The world of Mixology wouldn’t be the same without Cointreau. It’s one of the most used ingredients and part of many classic cocktail recipes. But besides the name, many people don’t know too much about the orange-flavored Liqueur from France.
When talking about Cointreau, terms like Triple Sec, Curacao, or Orange Liqueur often pop up. But as much as one might be familiar with these names, many people don’t know how they are connected. So it’s time to solve this mystery and explain a little more about this somewhat disregarded liqueur.
What is Cointreau?
In a nutshell, Cointreau is a type of Triple Sec. It’s a strong, intense orange-flavored, and colorless liqueur from France. Traditionally Cointreau is an aperitif or also digestif, something you drink neat before or after a meal. It’s supposed to either prepare your stomach for a meal or signaling the end of it. But these days, Cointreau is more famous for its use in cocktails.
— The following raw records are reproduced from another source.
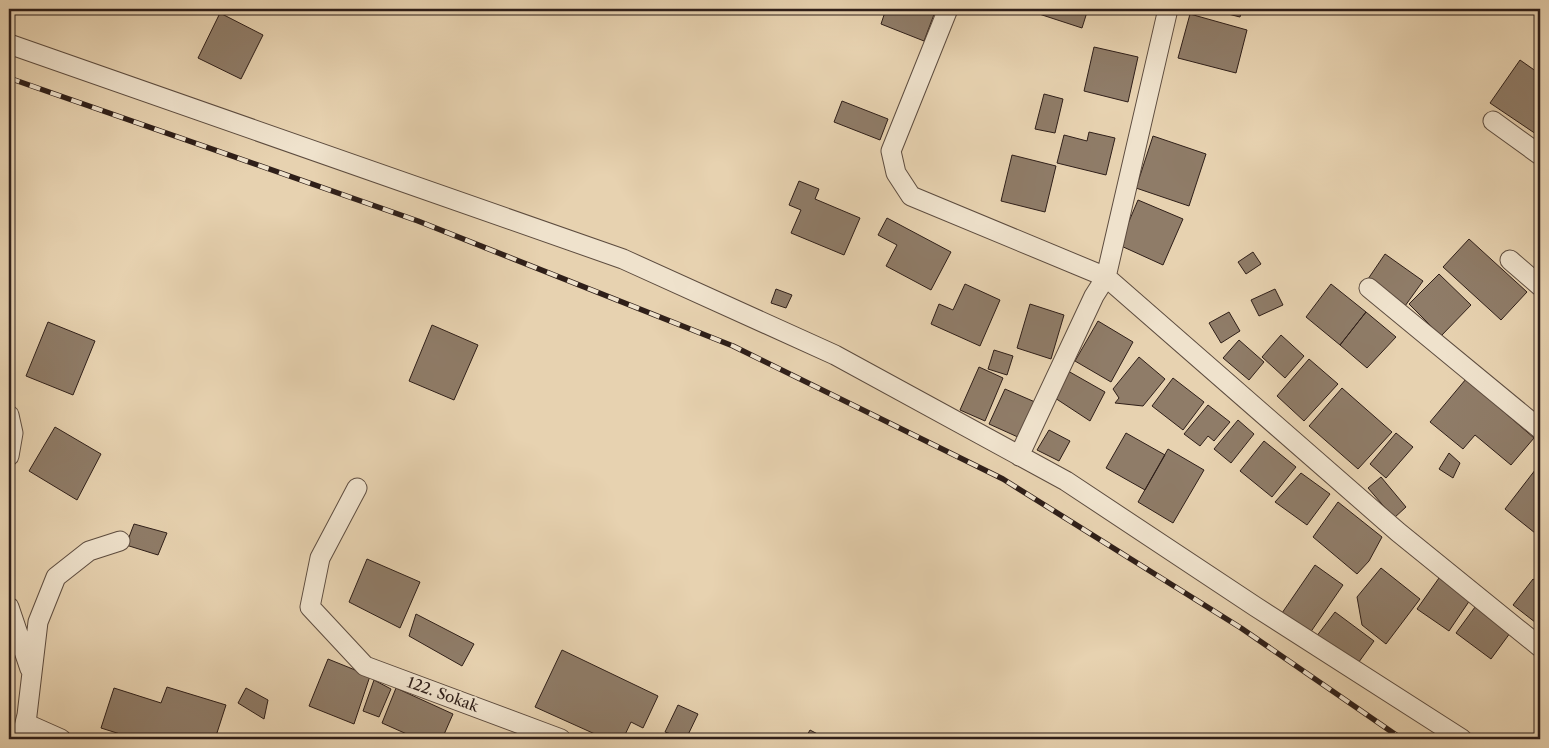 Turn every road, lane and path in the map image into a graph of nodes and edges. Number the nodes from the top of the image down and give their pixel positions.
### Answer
1 (948, 9) edge
2 (1168, 9) edge
3 (9, 44) edge
4 (1493, 122) dead end
5 (1540, 155) edge
6 (1510, 260) dead end
7 (1106, 277) junction
8 (1540, 286) edge
9 (1370, 288) dead end
10 (9, 415) edge
11 (1540, 429) edge
12 (9, 456) edge
13 (1019, 456) junction
14 (357, 488) dead end
15 (120, 541) dead end
16 (9, 608) edge
17 (1540, 647) edge
18 (32, 675) junction
19 (23, 731) edge
20 (61, 739) edge
21 (561, 739) edge
22 (1462, 739) edge

1 - 7 street
2 - 7 street
3 - 13 street
4 - 5 street
6 - 8 street
7 - 13 street
7 - 17 street
9 - 11 street
10 - 12 street
13 - 22 street
14 - 21 street, 122. Sokak
15 - 18 street
16 - 18 street
18 - 19 street
19 - 20 street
In 1849, the brothers Adolphe and Eduoard-Jean Cointreau created their first liqueur and thus established the brand Cointreau. However, that first one wasn’t the famous Orange Liqueur, but the cherry called Liqueur Guignolet. In fact, the first bottle of Cointreau saw the light more than 25 years later.
The liqueur made of orange peels and alcohol from sugar beets is quite strong. With 80 proof, translating to 40% ABV, Cointreau has the equal proof Vodka has in the US.
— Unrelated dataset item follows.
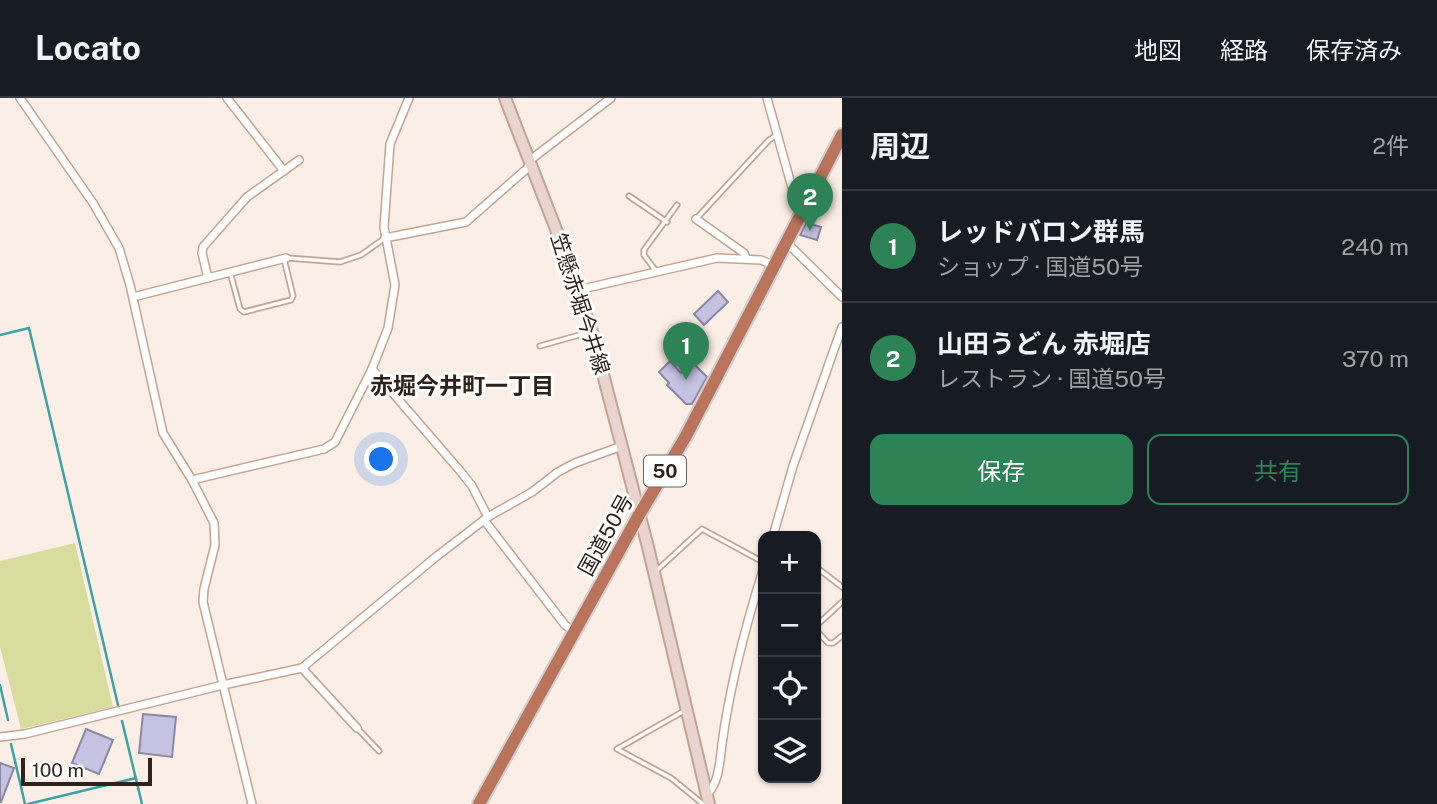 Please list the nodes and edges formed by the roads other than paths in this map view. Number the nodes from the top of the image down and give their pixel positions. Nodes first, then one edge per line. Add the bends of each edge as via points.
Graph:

So now Cointreau is roughly covered, but I suspect the term Triple Sec is still hard to grasp. So let’s clear things up.
A type of Triple Sec
So Cointreau is a Triple Sec, and Triple Sec is…? Simply put, Triple Sec is a type of liqueur. It’s an orange-flavored liqueur originating in France that usually contains between 15% and 40% Alcohol By Volume (ABV). It consists of sun-dried bitter and sweet orange peels that get macerated for at least 24 hours before being distilled. And a Triple Sec needs to be distilled three times, a so-called triple distillation process.
“Sec” is a French term translating to “dry”, but it’s also the word for “distilled”. So the Triple Sec category literally means triple-distilled. The resulting Triple Sec is dry and colorless.
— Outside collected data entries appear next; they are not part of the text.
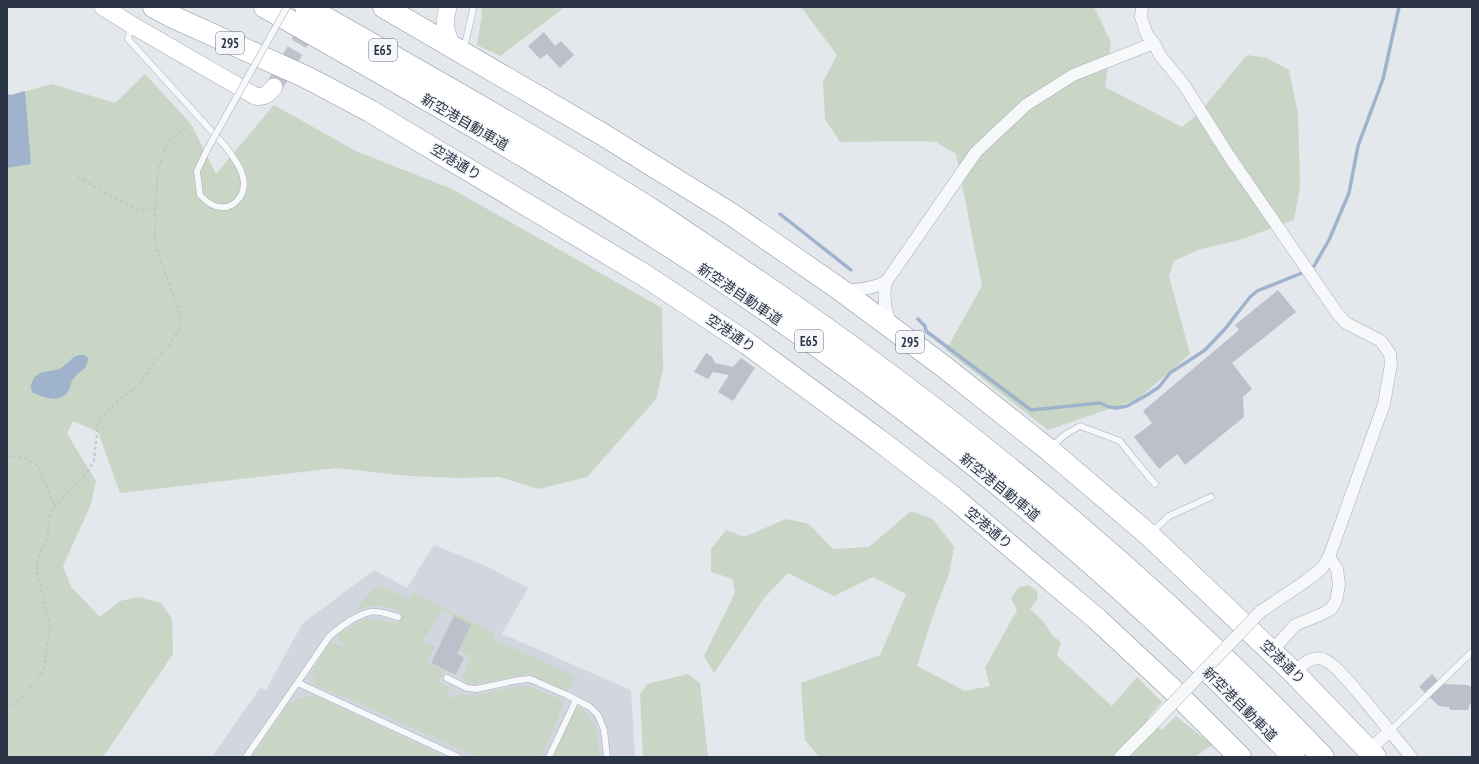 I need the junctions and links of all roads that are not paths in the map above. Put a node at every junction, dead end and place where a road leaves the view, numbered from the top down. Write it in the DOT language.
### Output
graph roads {
  1 [pos="103,7"];
  2 [pos="154,7"];
  3 [pos="265,7"];
  4 [pos="287,7"];
  5 [pos="306,7"];
  6 [pos="322,7"];
  7 [pos="384,7"];
  8 [pos="447,7"];
  9 [pos="472,7"];
  10 [pos="1142,7"];
  11 [pos="411,22"];
  12 [pos="132,25"];
  13 [pos="1154,43"];
  14 [pos="459,46"];
  15 [pos="274,87"];
  16 [pos="459,94"];
  17 [pos="886,282"];
  18 [pos="838,288"];
  19 [pos="895,331"];
  20 [pos="1049,450"];
  21 [pos="1155,484"];
  22 [pos="1211,497"];
  23 [pos="1149,535"];
  24 [pos="1329,557"];
  25 [pos="398,617"];
  26 [pos="1272,651"];
  27 [pos="1472,652"];
  28 [pos="1293,672"];
  29 [pos="447,678"];
  30 [pos="298,683"];
  31 [pos="576,700"];
  32 [pos="1390,731"];
  33 [pos="1372,754"];
  34 [pos="246,757"];
  35 [pos="458,757"];
  36 [pos="549,757"];
  37 [pos="607,757"];
  38 [pos="1120,757"];
  39 [pos="1240,757"];
  40 [pos="1294,757"];
  41 [pos="1323,757"];
  42 [pos="1411,757"];
  1 -- 12 [label="street"];
  2 -- 39 [label="highway, 空港通り / 295"];
  3 -- 40 [label="highway, 新空港自動車道 / E65"];
  4 -- 12 [label="lane, bridge"];
  5 -- 16 [label="highway, 新空港自動車道 / E65"];
  6 -- 16 [label="highway"];
  7 -- 11 [label="highway, 空港通り / 295"];
  8 -- 11 [label="street"];
  8 -- 14 [label="street"];
  9 -- 14 [label="lane"];
  10 -- 13 [label="street"];
  11 -- 14 [label="highway, 空港通り / 295"];
  12 -- 15 [label="street"];
  13 -- 17 [label="street"];
  13 -- 24 [label="street"];
  14 -- 18 [label="highway, 空港通り / 295"];
  16 -- 41 [label="highway, 新空港自動車道 / E65"];
  17 -- 18 [label="street"];
  17 -- 19 [label="street"];
  18 -- 19 [label="highway, 空港通り / 295"];
  19 -- 20 [label="highway, 空港通り / 295"];
  20 -- 21 [label="lane"];
  20 -- 23 [label="highway, 空港通り / 295"];
  22 -- 23 [label="lane"];
  23 -- 26 [label="highway, 空港通り / 295"];
  24 -- 26 [label="street"];
  24 -- 38 [label="street, bridge"];
  25 -- 30 [label="lane"];
  26 -- 28 [label="highway, 空港通り / 295"];
  27 -- 32 [label="lane"];
  28 -- 32 [label="street"];
  28 -- 33 [label="highway, 空港通り / 295"];
  29 -- 31 [label="lane"];
  30 -- 34 [label="lane"];
  30 -- 35 [label="lane"];
  31 -- 36 [label="lane"];
  31 -- 37 [label="lane"];
  32 -- 33 [label="street"];
  32 -- 42 [label="street"];
} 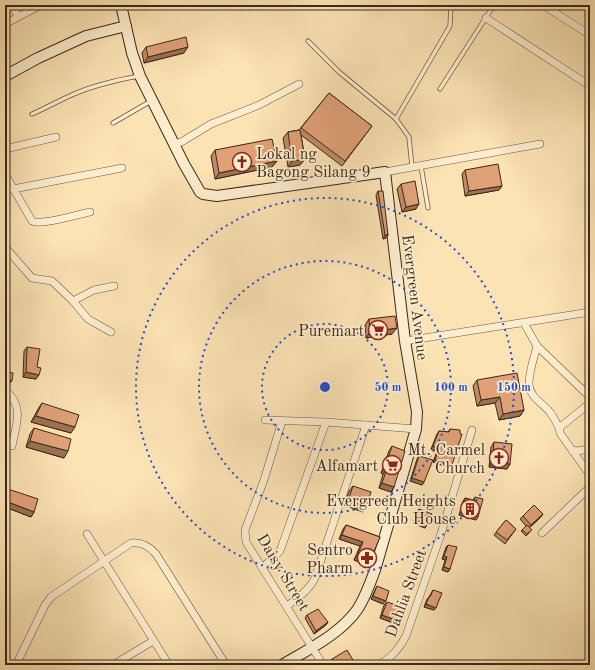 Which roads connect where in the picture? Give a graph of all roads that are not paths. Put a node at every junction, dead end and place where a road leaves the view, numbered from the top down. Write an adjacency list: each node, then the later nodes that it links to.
1 (12, 5): 7 (street)
2 (41, 5): 7 (street)
3 (121, 5): 10 (street)
4 (451, 5): 20 (lane)
5 (494, 5): 8 (lane)
6 (543, 5): 11 (street)
7 (18, 16): 9 (street)
8 (486, 18): 16 (street); 17 (lane)
9 (5, 24)
10 (126, 26): 13 (street); 14 (street)
11 (590, 35)
12 (308, 41): 20 (lane)
13 (5, 76)
14 (140, 76): 18 (street); 19 (lane)
15 (299, 84): 24 (street)
16 (590, 86)
17 (440, 89)
18 (152, 100): 21 (lane); 24 (street)
19 (32, 114)
20 (396, 119): 27 (lane)
21 (113, 123)
22 (56, 137): 25 (street)
23 (540, 144): 26 (street)
24 (174, 145): 29 (street)
25 (5, 149)
26 (421, 166): 27 (street); 32 (lane)
27 (412, 167): 29 (street)
28 (122, 168): 31 (street)
29 (385, 172): 40 (street, Evergreen Avenue)
30 (5, 174): 31 (street)
31 (13, 189): 33 (street)
32 (428, 208)
33 (90, 212)
34 (5, 247): 36 (street)
35 (114, 286): 36 (street)
36 (73, 301): 39 (street)
37 (590, 312): 38 (street)
38 (524, 323): 40 (street); 41 (street)
39 (111, 332)
40 (405, 342): 50 (street, Evergreen Avenue)
41 (537, 346): 43 (street); 49 (street)
42 (5, 390): 52 (street)
43 (590, 396)
44 (590, 403): 49 (street)
45 (266, 420): 46 (street)
46 (282, 421): 47 (street); 60 (street, Daisy Street)
47 (326, 422): 48 (street); 60 (street)
48 (366, 425): 50 (street); 61 (street)
49 (558, 428): 54 (street)
50 (416, 429): 63 (street, Evergreen Avenue)
51 (472, 430): 70 (street, Dahlia Street)
52 (12, 446)
53 (590, 449): 54 (street)
54 (572, 450): 55 (street)
55 (590, 476)
56 (590, 488): 57 (street)
57 (542, 533)
58 (87, 534): 59 (street)
59 (104, 562): 62 (street); 64 (street); 67 (street)
60 (263, 567): 61 (street, Daisy Street)
61 (287, 606): 63 (street, Daisy Street)
62 (154, 640): 65 (street); 66 (street)
63 (312, 646): 68 (street, Evergreen Avenue); 69 (street, Daisy Street)
64 (16, 665)
65 (113, 665)
66 (169, 665)
67 (226, 665)
68 (282, 665)
69 (323, 665)
70 (379, 665)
So now we know how Cointreau and Triple Sec are related. But Orange Curaçao seems to be the same thing. What’s the difference?
Curaçao got its name from the Caribbean island of Curaçao, part of the ABC islands. Once colonized by the Dutch, the island is still part of the Kingdom of the Netherlands. But before the Dutch took over, the Spanish found the island and brought Spanish Oranges with them. Due to the hot and dry climate on Curaçao, the oranges didn’t turn out as expected. They were almost inedible because they tasted way too bitter.
Once the Dutch discovered how fragrant those fruits were, they started experimenting. Eventually, by macerating the peels in Brandy, the orange-flavored liqueur called “curaçao” was created. While this sounds similar and tastes similar to Cointreau and other Triple Secs, there is a significant difference. On a side note, the famous blue-colored “Blue Curaçao” also tastes similar, it’s just a regular curaçao tinted blue.
Curaçao liqueur has to be made with brandy or sugarcane spirits to create a sweeter product with a darker color. Triple Sec, on the other hand, is made of neutral grain or sugar beet spirits. The result is dryer and, as mentioned before, colorless.
In terms of flavor, both types are similar, and you can substitute one for another.
Cointreau is part of many, many different cocktails. Some of them are so famous that I am sure everyone has heard of them. Drinks like the Margarita, Mai Tai, Cosmopolitan, or the Long Island Ice Tea all contain Cointreau. And a complete list would be a lot longer.
And the reason for this is simple. Cointreau brings a lot of things to your cocktails: It is bitter, sweet, fresh, citrusy, and also contains quite some alcohol. A perfect ingredient to balance drinks, especially when combined with another citrus component like lemon or lime juice.
I personally love Cointreau. It’s not cheap, but in most recipes asking for either a Triple Sec or a curaçao, Cointreau works exceptionally well. And also, I do not need to stock up on five bottles of Orange Liqueur. Therefore, in my opinion, Cointreau is an essential cocktail ingredient for every home bar.